• WHAT YOU ARE ASKED TO DO
An exact transcription of every record is needed.

[Collected data]
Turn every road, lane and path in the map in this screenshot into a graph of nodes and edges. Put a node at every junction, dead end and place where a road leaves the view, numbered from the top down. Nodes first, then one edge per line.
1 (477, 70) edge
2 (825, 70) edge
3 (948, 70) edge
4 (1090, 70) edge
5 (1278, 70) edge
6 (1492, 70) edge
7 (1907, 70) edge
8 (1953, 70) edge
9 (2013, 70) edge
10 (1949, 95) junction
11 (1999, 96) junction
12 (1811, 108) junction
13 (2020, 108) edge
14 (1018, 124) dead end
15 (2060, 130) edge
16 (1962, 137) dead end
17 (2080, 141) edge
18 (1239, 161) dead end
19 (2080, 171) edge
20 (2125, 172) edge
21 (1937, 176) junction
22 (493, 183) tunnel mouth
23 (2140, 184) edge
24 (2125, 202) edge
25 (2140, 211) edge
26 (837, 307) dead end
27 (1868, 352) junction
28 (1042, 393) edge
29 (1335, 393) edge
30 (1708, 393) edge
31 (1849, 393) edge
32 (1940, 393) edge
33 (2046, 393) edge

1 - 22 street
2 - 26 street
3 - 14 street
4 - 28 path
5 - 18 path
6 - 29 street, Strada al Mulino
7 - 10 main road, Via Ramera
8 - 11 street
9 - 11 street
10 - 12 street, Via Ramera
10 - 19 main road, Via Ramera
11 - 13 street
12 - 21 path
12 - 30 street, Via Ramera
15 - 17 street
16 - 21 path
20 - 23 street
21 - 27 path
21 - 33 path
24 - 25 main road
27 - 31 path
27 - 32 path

• REPLY TO THE EXERCISE
Turn every road, lane and path in the map in this screenshot into a graph of nodes and edges. Put a node at every junction, dead end and place where a road leaves the view, numbered from the top down. Nodes first, then one edge per line.
1 (477, 70) edge
2 (825, 70) edge
3 (948, 70) edge
4 (1090, 70) edge
5 (1278, 70) edge
6 (1492, 70) edge
7 (1907, 70) edge
8 (1953, 70) edge
9 (2013, 70) edge
10 (1949, 95) junction
11 (1999, 96) junction
12 (1811, 108) junction
13 (2020, 108) edge
14 (1018, 124) dead end
15 (2060, 130) edge
16 (1962, 137) dead end
17 (2080, 141) edge
18 (1239, 161) dead end
19 (2080, 171) edge
20 (2125, 172) edge
21 (1937, 176) junction
22 (493, 183) tunnel mouth
23 (2140, 184) edge
24 (2125, 202) edge
25 (2140, 211) edge
26 (837, 307) dead end
27 (1868, 352) junction
28 (1042, 393) edge
29 (1335, 393) edge
30 (1708, 393) edge
31 (1849, 393) edge
32 (1940, 393) edge
33 (2046, 393) edge

1 - 22 street
2 - 26 street
3 - 14 street
4 - 28 path
5 - 18 path
6 - 29 street, Strada al Mulino
7 - 10 main road, Via Ramera
8 - 11 street
9 - 11 street
10 - 12 street, Via Ramera
10 - 19 main road, Via Ramera
11 - 13 street
12 - 21 path
12 - 30 street, Via Ramera
15 - 17 street
16 - 21 path
20 - 23 street
21 - 27 path
21 - 33 path
24 - 25 main road
27 - 31 path
27 - 32 path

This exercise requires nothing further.